THE DATA START

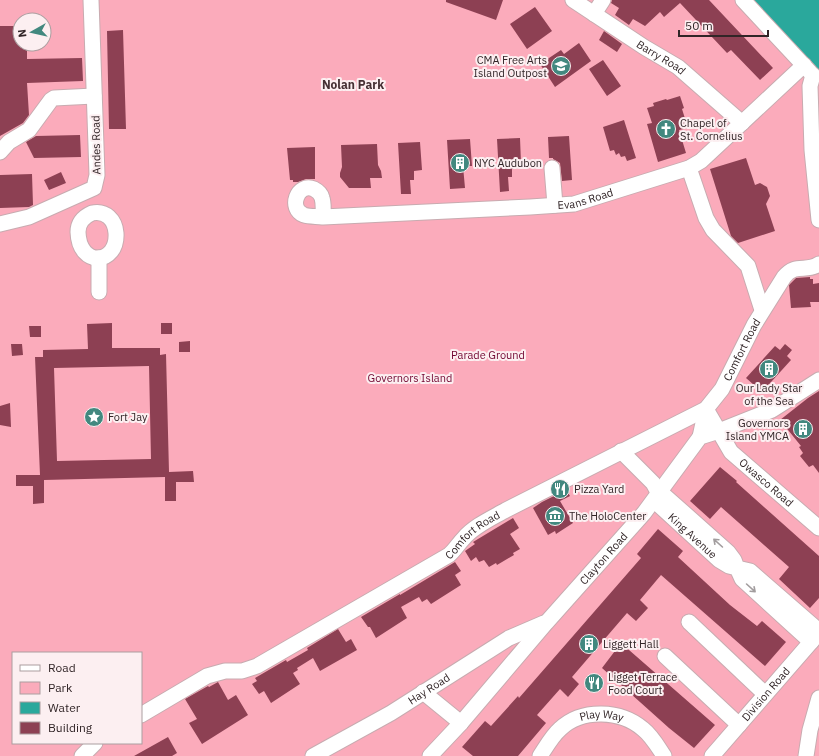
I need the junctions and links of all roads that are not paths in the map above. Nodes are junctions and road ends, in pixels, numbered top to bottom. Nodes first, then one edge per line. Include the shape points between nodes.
1 (91, 0) edge
2 (573, 0) edge
3 (603, 0) edge
4 (743, 0) edge
5 (594, 14) junction
6 (812, 74) edge
7 (94, 96) junction
8 (742, 123) junction
9 (0, 152) edge
10 (552, 168) dead end
11 (689, 168) junction
12 (94, 188) junction
13 (555, 205) junction
14 (98, 213) junction
15 (323, 217) dead end
16 (819, 220) edge
17 (0, 224) edge
18 (99, 258) junction
19 (819, 264) edge
20 (99, 292) dead end
21 (762, 310) junction
22 (819, 380) edge
23 (706, 409) junction
24 (719, 431) junction
25 (700, 437) junction
26 (621, 451) junction
27 (659, 494) junction
28 (819, 528) edge
29 (689, 622) dead end
30 (546, 623) junction
31 (816, 635) edge
32 (665, 656) dead end
33 (423, 692) junction
34 (765, 694) junction
35 (819, 698) edge
36 (142, 714) edge
37 (461, 723) junction
38 (739, 725) junction
39 (814, 739) edge
40 (94, 744) edge
41 (82, 756) edge
42 (313, 756) edge
43 (430, 756) edge
44 (540, 756) edge
45 (664, 756) edge
46 (712, 756) edge
47 (806, 756) edge

1 - 7 street, Andes Road
2 - 5 street, Barry Road
3 - 5 street
4 - 6 street
5 - 8 street, Barry Road via 678,67
6 - 8 street, Evans Road
6 - 16 street via 812,146
7 - 9 street via 54,98 29,130 8,142
7 - 12 street, Andes Road via 97,175
8 - 11 street, Evans Road via 701,161
10 - 13 street
11 - 13 street, Evans Road via 574,204
11 - 21 street, Comfort Road via 706,218 713,230 748,266
12 - 14 street
12 - 17 street, Andes Road via 29,216
13 - 15 street, Evans Road
14 - 18 street via 107,215 116,228 115,247 110,253
14 - 18 street via 85,217 78,231 82,250
18 - 20 street
19 - 21 street, Comfort Road via 815,267 789,271
21 - 23 street, Comfort Road via 722,389
22 - 24 street via 772,410
23 - 24 street, Owasco Road
23 - 25 street
23 - 26 street, Comfort Road
24 - 25 street
24 - 28 street, Owasco Road via 731,452
25 - 27 street, Clayton Road
26 - 27 street, King Avenue via 653,483
26 - 36 street, Comfort Road via 506,510 464,538 449,555 257,666 207,676
27 - 30 street, Clayton Road
27 - 31 street, King Avenue via 660,506 719,560 738,568 742,579
29 - 34 street
30 - 33 street, Hay Road via 509,638
30 - 37 street, Clayton Road
31 - 34 street, Division Road
32 - 38 street
33 - 37 street
33 - 42 street, Hay Road via 391,713
34 - 38 street, Division Road
35 - 39 street
37 - 43 street, Clayton Road
38 - 46 street, Division Road
39 - 47 street
40 - 41 street
44 - 45 street, Play Way via 553,736 569,722 581,716 609,714 630,720 649,735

THE DATA END

→ **PROBLEM TO WORK ON**:
Among the entries, find each line that includes the string "Comfort" and copy it.

→ **EXERCISE SOLUTION**:
11 - 21 street, Comfort Road via 706,218 713,230 748,266
19 - 21 street, Comfort Road via 815,267 789,271
21 - 23 street, Comfort Road via 722,389
23 - 26 street, Comfort Road
26 - 36 street, Comfort Road via 506,510 464,538 449,555 257,666 207,676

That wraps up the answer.